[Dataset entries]
- - -
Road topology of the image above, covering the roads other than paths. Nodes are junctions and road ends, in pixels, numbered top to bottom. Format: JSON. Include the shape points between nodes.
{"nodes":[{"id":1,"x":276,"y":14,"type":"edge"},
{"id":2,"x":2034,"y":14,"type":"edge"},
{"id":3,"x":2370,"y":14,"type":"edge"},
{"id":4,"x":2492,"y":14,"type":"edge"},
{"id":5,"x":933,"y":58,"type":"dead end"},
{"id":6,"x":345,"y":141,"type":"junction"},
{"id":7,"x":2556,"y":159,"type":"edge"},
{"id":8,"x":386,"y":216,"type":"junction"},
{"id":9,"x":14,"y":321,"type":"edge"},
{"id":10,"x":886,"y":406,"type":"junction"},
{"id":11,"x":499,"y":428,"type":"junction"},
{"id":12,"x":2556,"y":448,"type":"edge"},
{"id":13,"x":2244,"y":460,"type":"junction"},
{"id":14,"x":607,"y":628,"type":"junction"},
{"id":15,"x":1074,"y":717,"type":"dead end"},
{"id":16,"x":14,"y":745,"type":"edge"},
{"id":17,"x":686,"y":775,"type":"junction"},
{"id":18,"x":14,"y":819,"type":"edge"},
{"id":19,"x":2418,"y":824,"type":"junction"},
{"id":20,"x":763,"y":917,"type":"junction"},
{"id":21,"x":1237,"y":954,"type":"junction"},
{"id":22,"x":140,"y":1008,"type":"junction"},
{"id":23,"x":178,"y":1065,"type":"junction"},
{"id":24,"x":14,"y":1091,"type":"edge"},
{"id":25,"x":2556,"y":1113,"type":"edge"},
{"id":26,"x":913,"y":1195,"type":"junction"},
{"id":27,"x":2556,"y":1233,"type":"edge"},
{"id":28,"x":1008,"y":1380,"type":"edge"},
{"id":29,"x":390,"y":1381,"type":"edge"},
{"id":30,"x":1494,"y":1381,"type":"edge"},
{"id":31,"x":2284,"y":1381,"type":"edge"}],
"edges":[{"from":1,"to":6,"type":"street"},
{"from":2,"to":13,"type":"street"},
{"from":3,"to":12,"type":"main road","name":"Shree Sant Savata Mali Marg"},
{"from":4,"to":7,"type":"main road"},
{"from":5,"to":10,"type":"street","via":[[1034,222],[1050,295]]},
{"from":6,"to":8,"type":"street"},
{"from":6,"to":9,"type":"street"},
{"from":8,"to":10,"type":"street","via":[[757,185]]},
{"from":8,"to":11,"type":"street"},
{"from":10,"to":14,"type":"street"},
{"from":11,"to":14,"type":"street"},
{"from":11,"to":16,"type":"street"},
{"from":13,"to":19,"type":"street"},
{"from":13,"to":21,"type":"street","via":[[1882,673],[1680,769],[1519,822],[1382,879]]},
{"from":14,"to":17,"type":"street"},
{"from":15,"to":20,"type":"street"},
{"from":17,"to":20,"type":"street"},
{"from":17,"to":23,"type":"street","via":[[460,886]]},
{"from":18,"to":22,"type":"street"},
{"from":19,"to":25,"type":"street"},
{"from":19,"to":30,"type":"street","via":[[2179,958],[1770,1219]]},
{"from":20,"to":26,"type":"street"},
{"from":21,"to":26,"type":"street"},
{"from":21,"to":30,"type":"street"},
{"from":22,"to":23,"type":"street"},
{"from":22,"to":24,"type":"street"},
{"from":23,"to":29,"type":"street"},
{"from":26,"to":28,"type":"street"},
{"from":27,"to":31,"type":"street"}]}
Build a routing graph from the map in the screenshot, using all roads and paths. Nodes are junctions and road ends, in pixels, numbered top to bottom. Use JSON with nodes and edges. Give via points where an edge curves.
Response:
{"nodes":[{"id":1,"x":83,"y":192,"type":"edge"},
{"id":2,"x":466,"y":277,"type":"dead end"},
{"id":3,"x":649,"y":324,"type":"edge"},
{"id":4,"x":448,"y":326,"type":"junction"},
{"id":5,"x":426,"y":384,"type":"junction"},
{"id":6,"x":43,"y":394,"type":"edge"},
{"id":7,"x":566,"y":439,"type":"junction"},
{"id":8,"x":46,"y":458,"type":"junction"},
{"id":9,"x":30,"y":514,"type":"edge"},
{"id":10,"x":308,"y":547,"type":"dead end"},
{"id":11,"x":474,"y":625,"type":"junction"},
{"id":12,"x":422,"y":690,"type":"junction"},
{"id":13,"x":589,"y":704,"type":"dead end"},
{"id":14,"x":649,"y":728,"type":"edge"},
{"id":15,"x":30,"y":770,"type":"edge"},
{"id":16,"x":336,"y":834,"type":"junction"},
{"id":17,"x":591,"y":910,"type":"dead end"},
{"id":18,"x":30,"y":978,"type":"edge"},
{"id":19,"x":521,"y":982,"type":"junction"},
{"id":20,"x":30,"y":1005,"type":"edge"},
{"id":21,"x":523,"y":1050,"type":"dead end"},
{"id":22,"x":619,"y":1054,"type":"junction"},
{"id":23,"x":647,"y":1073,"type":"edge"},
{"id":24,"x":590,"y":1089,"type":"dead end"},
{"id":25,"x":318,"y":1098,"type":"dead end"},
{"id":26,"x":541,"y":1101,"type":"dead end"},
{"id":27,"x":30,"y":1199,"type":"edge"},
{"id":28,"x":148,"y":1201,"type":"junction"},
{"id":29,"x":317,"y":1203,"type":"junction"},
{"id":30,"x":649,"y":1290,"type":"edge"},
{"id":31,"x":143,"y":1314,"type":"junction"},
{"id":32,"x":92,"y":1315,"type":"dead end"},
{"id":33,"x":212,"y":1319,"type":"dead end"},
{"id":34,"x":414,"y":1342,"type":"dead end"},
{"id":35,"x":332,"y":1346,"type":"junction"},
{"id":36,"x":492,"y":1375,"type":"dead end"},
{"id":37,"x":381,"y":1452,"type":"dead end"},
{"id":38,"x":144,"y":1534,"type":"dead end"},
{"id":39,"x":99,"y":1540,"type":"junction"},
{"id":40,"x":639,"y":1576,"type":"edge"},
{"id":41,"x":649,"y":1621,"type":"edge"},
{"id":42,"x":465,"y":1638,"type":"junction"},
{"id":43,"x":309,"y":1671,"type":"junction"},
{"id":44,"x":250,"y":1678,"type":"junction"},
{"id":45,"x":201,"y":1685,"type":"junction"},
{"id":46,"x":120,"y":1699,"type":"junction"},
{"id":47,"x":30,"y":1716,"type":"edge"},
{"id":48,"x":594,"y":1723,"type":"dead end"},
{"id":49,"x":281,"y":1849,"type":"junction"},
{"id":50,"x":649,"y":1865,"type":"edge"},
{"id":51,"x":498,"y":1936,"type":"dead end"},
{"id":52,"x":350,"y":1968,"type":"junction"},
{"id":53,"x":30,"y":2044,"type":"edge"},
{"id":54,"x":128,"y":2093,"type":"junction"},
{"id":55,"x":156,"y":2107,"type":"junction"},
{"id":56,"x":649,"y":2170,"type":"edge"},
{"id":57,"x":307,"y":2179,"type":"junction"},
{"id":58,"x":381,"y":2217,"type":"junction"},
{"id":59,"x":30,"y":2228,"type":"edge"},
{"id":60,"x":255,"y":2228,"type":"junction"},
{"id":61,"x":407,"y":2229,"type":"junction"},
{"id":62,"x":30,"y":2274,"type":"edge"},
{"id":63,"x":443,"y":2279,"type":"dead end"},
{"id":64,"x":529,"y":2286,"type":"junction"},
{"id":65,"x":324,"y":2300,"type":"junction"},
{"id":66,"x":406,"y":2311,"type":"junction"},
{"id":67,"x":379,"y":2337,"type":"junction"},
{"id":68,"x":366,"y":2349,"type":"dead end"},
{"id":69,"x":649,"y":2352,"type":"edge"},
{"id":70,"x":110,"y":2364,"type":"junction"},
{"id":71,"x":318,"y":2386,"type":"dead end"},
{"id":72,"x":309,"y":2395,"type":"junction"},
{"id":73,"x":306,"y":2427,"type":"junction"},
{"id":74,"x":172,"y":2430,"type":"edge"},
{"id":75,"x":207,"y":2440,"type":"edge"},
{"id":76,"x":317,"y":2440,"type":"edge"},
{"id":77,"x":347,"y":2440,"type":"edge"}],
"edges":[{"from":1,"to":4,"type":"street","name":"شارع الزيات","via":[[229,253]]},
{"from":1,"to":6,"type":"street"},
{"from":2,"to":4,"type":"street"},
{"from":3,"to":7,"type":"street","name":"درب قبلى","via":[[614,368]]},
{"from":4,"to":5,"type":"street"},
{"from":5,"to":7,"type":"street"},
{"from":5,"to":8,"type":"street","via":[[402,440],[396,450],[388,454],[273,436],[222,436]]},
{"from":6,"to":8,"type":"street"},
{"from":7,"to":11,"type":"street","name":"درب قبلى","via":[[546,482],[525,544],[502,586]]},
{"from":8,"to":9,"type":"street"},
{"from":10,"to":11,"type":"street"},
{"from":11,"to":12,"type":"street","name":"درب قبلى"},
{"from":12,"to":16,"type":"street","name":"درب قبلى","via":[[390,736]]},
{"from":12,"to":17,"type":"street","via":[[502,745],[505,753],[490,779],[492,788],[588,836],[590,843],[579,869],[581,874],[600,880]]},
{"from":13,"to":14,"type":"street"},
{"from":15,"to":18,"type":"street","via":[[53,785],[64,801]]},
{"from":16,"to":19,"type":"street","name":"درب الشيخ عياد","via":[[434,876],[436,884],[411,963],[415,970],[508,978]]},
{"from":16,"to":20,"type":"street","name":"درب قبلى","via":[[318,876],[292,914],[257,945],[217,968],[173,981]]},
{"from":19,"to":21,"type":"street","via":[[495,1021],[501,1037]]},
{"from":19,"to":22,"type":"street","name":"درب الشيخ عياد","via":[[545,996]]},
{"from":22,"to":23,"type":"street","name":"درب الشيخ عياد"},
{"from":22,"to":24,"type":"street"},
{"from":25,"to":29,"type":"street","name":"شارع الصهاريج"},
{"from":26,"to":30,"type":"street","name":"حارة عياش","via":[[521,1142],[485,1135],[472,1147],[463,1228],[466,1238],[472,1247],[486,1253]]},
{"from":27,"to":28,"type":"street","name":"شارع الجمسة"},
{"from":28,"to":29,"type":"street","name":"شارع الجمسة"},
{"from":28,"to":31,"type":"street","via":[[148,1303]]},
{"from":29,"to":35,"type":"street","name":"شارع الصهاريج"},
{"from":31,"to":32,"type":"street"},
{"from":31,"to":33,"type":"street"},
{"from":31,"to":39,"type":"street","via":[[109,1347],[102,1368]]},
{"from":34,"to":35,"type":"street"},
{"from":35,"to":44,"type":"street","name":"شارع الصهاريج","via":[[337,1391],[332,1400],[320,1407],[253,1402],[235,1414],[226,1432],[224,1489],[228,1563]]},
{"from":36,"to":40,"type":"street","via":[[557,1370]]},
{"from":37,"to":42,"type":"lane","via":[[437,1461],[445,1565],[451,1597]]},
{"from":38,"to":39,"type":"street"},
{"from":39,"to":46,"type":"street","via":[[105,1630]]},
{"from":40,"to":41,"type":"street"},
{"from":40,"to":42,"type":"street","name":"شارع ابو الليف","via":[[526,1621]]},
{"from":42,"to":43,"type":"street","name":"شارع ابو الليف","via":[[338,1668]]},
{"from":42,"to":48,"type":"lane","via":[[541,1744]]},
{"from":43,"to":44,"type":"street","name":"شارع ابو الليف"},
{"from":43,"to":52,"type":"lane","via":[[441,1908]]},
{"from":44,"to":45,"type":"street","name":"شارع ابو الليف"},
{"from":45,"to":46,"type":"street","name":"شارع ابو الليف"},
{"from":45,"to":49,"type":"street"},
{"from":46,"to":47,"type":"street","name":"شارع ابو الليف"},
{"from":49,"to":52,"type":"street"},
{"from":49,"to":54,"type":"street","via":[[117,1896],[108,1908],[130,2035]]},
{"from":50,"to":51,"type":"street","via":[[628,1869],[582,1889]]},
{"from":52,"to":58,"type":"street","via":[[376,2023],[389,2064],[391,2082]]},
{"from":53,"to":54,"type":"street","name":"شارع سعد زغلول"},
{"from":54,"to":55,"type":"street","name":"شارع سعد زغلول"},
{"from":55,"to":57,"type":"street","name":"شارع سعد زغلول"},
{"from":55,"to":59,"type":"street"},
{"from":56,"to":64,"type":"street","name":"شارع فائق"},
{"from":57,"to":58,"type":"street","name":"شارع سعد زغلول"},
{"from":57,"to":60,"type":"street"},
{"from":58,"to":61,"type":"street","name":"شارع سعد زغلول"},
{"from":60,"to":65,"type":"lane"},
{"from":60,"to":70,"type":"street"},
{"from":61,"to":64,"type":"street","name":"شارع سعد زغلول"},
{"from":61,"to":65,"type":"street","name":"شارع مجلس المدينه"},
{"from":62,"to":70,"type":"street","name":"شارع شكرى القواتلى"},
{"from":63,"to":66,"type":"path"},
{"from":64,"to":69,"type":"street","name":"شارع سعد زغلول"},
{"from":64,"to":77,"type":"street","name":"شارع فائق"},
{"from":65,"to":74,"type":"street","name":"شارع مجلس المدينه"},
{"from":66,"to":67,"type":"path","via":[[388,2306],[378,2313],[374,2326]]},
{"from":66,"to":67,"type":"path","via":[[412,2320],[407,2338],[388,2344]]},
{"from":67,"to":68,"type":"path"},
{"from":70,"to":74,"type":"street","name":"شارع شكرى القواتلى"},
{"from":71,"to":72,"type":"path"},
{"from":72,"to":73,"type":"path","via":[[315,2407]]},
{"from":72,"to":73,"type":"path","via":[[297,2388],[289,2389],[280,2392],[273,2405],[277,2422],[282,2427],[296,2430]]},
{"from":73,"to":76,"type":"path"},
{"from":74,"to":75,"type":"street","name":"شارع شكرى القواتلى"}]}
- - -
[What you are asked to do]
For each line in the data that holds the word "الشيخ", copy the line.

[Finished exercise]
{"from":16,"to":19,"type":"street","name":"درب الشيخ عياد","via":[[434,876],[436,884],[411,963],[415,970],[508,978]]},
{"from":19,"to":22,"type":"street","name":"درب الشيخ عياد","via":[[545,996]]},
{"from":22,"to":23,"type":"street","name":"درب الشيخ عياد"},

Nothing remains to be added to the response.